Once satisfied with the design, I set about to improve the metal protection. The rivets were drilled out to separate blades from brackets. Then, all the metal parts were thoroughly scuffed with Scotchbrite pads, cleaned with acetone and acid-etched to a gleaming “brand new” aluminum look, then Alodined. The local powder coater took it from there, applying a flat black powder coating to all the parts. I could have riveted them back together at that point and hung them on the plane, but I wanted to do one more thing to protect the blades. Float planes typically are beached tail first. When sitting on the beach. Waves rock the front of the floats causing the water rudders to move up and down in the sand, effectively sanding off their finish, be it paint, anodizing, or even durable powder coating. So I took the blades to the local spray-in truck bed liner shop and had them treat the edge of the blades with about a 3/4” wide application of RhinoLiner. That material should hold up well against sand, so I’m hopeful my new water rudders will last “forever.” The last steps were to rivet them together, apply a bit of black silicone to the seam between the blades and brackets as well as to the rivet heads/tails and hang them on the floats.
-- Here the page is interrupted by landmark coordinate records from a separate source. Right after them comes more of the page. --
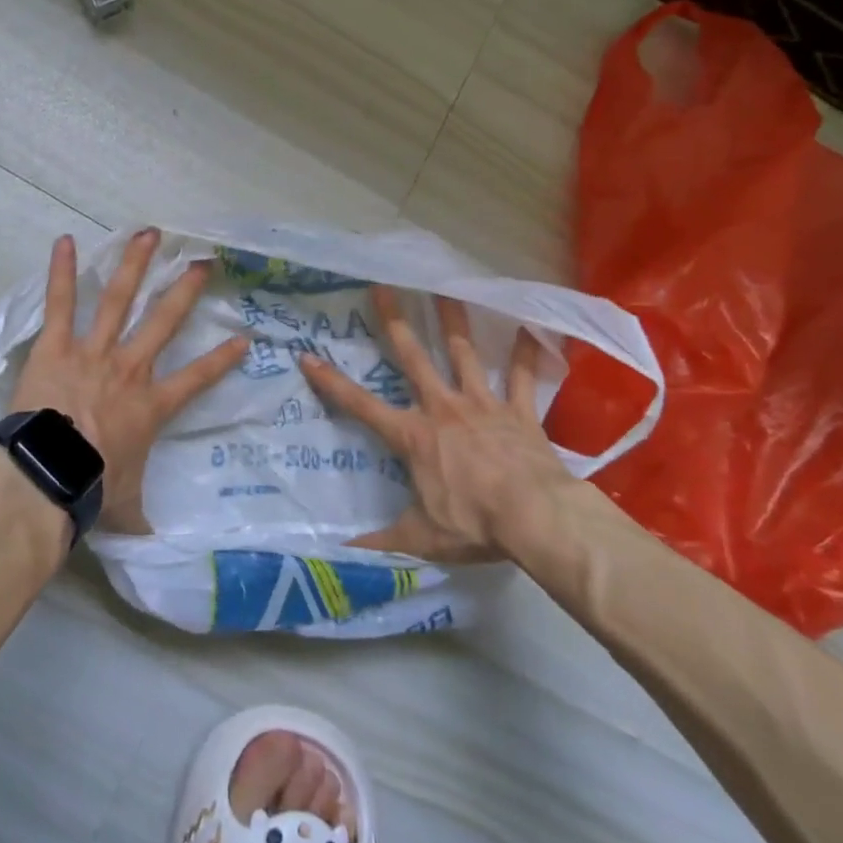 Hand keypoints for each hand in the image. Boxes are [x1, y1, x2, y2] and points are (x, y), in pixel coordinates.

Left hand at [9, 229, 246, 534]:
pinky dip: (63, 272)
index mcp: (151, 405)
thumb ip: (142, 521)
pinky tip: (65, 240)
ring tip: (150, 233)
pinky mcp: (56, 347)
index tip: (244, 337)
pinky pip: (61, 304)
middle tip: (204, 262)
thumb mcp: (126, 510)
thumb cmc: (91, 490)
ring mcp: (93, 352)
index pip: (198, 379)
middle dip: (186, 290)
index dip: (223, 359)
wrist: (47, 476)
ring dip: (136, 265)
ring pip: (119, 299)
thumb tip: (156, 550)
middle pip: (164, 321)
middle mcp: (129, 368)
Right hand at [300, 287, 570, 561]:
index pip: (361, 406)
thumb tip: (341, 555)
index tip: (308, 356)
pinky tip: (532, 328)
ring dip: (454, 321)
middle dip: (395, 322)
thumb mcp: (420, 538)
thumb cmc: (473, 524)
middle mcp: (443, 409)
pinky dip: (526, 355)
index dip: (332, 382)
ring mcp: (482, 406)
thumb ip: (381, 542)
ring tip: (446, 288)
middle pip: (413, 358)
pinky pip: (522, 378)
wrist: (535, 517)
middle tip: (382, 286)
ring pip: (464, 354)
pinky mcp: (518, 412)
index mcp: (414, 436) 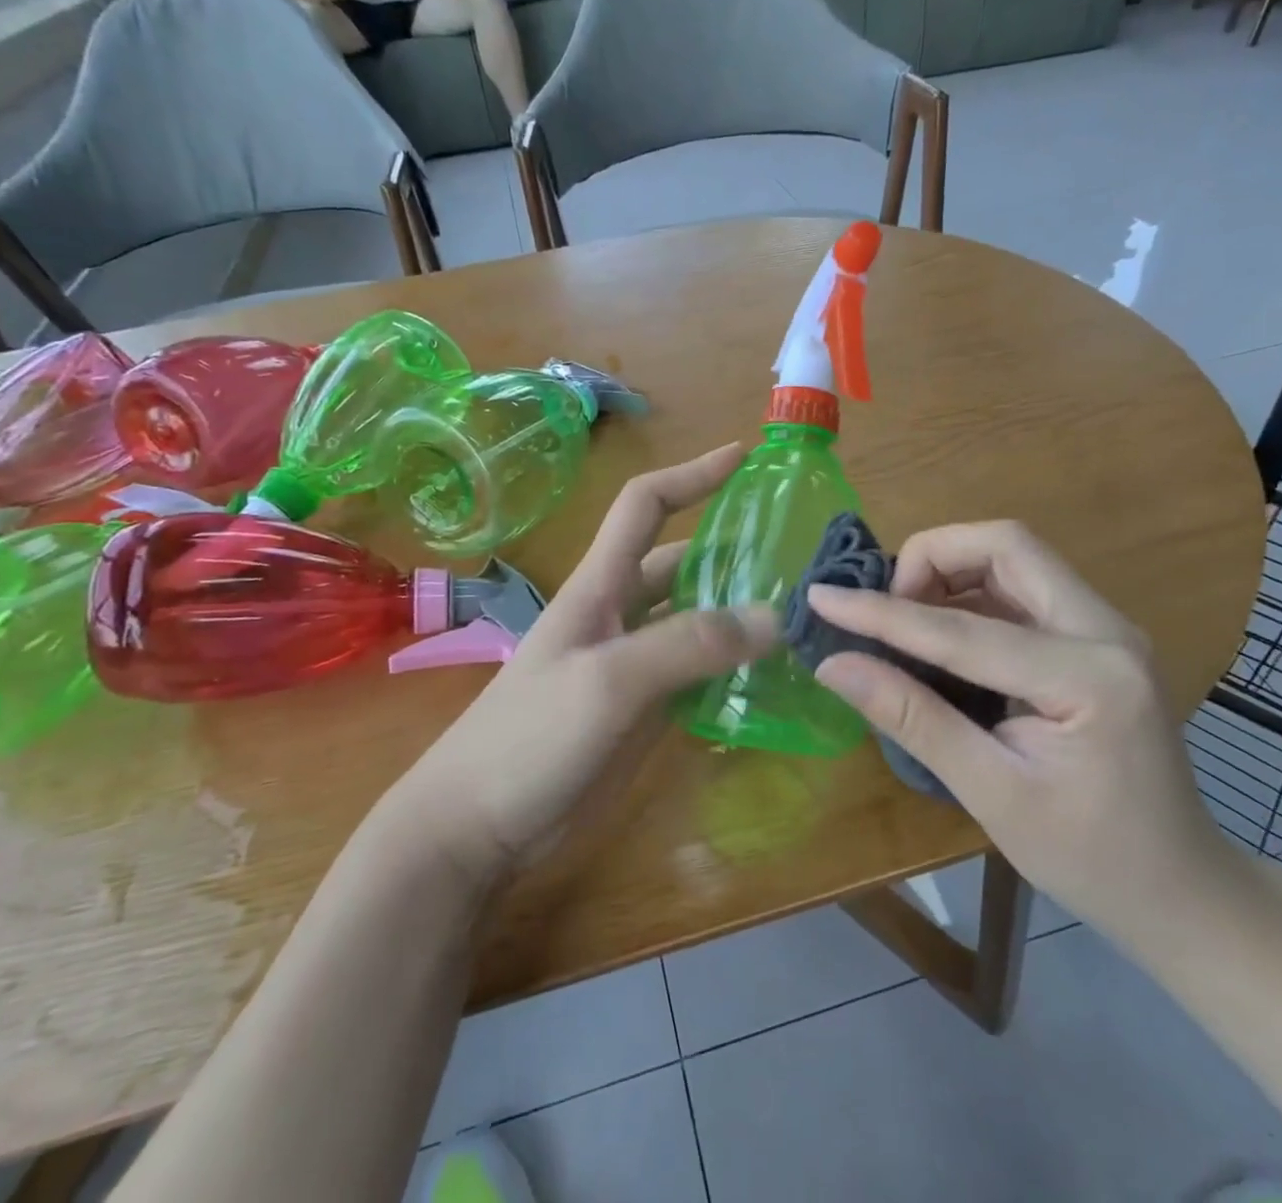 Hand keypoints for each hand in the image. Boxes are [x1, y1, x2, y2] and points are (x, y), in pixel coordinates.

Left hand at [398, 444, 775, 880]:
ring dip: (741, 613)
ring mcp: (633, 665)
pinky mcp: (644, 711)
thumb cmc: (530, 736)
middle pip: (683, 565)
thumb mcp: (608, 680)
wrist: (478, 825)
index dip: (691, 474)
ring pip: (696, 621)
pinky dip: (734, 668)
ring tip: (802, 613)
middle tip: (800, 556)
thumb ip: (686, 645)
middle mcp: (621, 614)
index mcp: (601, 586)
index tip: (744, 457)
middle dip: (734, 551)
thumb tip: (773, 617)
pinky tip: (775, 676)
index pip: (645, 505)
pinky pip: (699, 675)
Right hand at [807, 521, 1241, 944]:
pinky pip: (1022, 586)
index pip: (964, 627)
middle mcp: (1106, 630)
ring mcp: (1106, 628)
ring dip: (950, 571)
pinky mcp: (1094, 637)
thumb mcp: (992, 795)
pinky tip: (941, 633)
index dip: (882, 611)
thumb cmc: (1090, 858)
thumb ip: (913, 718)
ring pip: (1014, 556)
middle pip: (1007, 545)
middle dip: (931, 559)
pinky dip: (970, 593)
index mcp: (1089, 677)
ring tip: (903, 618)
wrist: (1181, 891)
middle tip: (886, 607)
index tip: (821, 596)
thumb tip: (833, 665) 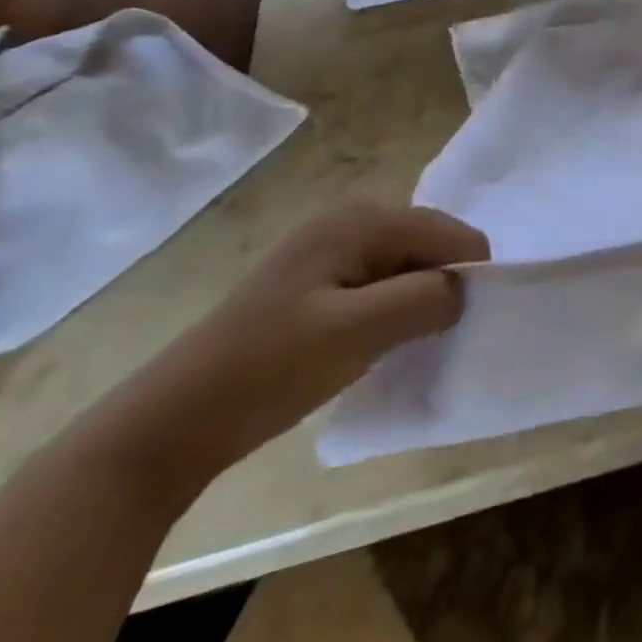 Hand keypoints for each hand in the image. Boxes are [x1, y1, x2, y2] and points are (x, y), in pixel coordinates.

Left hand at [98, 203, 489, 489]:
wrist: (172, 422)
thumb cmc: (270, 369)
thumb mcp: (358, 332)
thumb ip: (426, 299)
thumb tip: (466, 289)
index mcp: (361, 219)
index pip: (449, 232)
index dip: (468, 274)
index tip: (464, 324)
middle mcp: (349, 219)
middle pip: (430, 242)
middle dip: (443, 284)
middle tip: (431, 337)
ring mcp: (330, 248)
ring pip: (407, 263)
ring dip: (418, 299)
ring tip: (405, 343)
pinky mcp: (317, 280)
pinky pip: (380, 281)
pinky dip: (393, 308)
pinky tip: (377, 342)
On a phone call with Clamar owner Paul Richards a few weeks ago, he told me about a customer who wanted bigger water rudders so the customer designed an add-on attachment, which Clamar improved upon and built for him. Paul bought Clamar about three years ago and seems genuinely interested in improving the Clamar products. When I told him what I had done and sent him pictures of the new rudders, he thought it to be superior to the add-on design and asked for my design. I sent him the SolidWorks file and he indicated that they were going to use it, as well as go back to 1/8” material, to build all future rudders in accordance with my design. He also liked the powder coating idea and will likely incorporate that too. New rudders should be available from Clamar soon. If you have floats built in the past few years using the 0.090” rudders, or if you’re tired of having poor steering capability with any Clamar 2500 floats regardless of build date, you may want to pick up a new set of rudders from Paul, or make your own like I did.